Au soir du 7 mars 2010, DÉMINEURS, sur 9 Nominations, faisant de lui l’autre poids lourd de la cérémonie avec Avatar, en décroche 4. Sa réalisatrice, Kathryn Bigelow, s’impose, devant ses pairs, comme la 1ère femme de l’histoire à obtenir la meilleure réalisation. Pour autant, la véritable victoire qui se joue est plus intime, pour celle qui, après 2 échecs retentissants (K-19, Le Poids de l’Eau) et les 7 années de galères qui suivirent, a une revanche à prendre. Trouvant la matière nécessaire pour régénérer son cinéma, Kathryn Bigelow va réinventer sa mise en scène, déjouer les passages obligés et les mécaniques attendues, en se réappropriant le film de guerre moderne. James Cameron, battu, laisse éclater sa joie, la reine vient reprendre son trône.

7 ans, 7 longues années qui hormis de discrètes collaborations pub et TV, ne l’ont pas vue aux commandes d’un projet à sa mesure, 7 années au cours desquelles la mise en scène de l’action a considérablement évolué, Une approche en particulier a marqué cette décennie et reste, aujourd’hui encore, privilégiée par beaucoup.

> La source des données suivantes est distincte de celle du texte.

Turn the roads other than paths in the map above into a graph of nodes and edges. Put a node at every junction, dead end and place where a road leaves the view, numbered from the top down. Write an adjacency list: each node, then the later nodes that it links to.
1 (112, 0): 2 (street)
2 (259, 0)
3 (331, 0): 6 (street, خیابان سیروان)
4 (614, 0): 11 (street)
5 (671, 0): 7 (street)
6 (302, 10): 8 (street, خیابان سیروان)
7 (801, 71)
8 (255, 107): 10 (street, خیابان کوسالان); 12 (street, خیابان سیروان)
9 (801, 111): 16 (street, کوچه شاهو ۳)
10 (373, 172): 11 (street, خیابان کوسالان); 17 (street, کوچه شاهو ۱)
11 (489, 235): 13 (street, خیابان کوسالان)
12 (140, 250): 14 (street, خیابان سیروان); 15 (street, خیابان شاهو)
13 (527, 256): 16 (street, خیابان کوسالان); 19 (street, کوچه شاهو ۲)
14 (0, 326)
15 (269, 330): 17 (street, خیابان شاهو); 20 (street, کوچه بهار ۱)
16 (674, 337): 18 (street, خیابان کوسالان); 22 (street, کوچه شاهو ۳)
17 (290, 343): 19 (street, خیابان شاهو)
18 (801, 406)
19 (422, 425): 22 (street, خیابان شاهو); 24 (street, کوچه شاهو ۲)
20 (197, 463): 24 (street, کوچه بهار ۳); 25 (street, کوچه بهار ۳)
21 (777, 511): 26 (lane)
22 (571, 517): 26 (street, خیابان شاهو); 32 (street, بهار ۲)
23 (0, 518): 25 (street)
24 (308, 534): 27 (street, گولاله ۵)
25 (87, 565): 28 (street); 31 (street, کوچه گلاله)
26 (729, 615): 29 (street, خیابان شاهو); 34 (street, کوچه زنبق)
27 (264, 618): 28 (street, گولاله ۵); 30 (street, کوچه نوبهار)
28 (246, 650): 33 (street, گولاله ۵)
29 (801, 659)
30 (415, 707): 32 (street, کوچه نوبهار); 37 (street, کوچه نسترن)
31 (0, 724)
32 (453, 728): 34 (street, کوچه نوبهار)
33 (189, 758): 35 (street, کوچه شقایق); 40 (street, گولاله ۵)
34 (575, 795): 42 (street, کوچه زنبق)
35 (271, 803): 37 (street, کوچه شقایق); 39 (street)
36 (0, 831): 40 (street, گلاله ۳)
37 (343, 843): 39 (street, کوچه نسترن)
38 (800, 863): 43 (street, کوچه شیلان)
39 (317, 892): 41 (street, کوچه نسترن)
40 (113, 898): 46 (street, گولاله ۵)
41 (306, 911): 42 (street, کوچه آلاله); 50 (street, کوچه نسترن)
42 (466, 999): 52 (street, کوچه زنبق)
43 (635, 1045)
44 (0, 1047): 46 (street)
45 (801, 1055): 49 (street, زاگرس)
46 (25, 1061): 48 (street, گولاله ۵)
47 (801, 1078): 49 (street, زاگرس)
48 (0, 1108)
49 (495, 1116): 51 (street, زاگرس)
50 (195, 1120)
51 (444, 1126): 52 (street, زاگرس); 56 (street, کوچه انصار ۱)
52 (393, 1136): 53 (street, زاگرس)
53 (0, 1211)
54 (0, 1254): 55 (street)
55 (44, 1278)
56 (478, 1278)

Cherchant à rendre toujours plus fine la distance qui sépare le public de l’action à l’écran, certains metteurs en scène vont s’orienter vers une approche plus crue et directe, caractérisée par une réalisation caméra à l’épaule, nerveuse et instable, c’est le Shaky Cam, émulant le rendu des reportage pris sur le vif et de certains reality show (COPS, 1989 ) afin de rendre le sentiment d’urgence plus poignant à l’image.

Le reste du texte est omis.